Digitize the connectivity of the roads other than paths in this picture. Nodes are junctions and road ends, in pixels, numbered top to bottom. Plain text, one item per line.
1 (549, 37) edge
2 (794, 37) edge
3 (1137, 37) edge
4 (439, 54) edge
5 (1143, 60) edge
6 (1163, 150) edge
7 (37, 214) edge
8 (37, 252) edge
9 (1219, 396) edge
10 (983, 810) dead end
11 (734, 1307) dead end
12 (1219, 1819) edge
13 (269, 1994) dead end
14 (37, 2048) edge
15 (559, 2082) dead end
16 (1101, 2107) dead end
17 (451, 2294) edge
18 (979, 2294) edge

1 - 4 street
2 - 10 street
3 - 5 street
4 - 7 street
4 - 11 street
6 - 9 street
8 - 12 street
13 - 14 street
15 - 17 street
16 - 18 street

**TO DO:** The full listing above needs to be given again exactly.

**SOLUTION TO THIS TASK:**
Digitize the connectivity of the roads other than paths in this picture. Nodes are junctions and road ends, in pixels, numbered top to bottom. Plain text, one item per line.
1 (549, 37) edge
2 (794, 37) edge
3 (1137, 37) edge
4 (439, 54) edge
5 (1143, 60) edge
6 (1163, 150) edge
7 (37, 214) edge
8 (37, 252) edge
9 (1219, 396) edge
10 (983, 810) dead end
11 (734, 1307) dead end
12 (1219, 1819) edge
13 (269, 1994) dead end
14 (37, 2048) edge
15 (559, 2082) dead end
16 (1101, 2107) dead end
17 (451, 2294) edge
18 (979, 2294) edge

1 - 4 street
2 - 10 street
3 - 5 street
4 - 7 street
4 - 11 street
6 - 9 street
8 - 12 street
13 - 14 street
15 - 17 street
16 - 18 street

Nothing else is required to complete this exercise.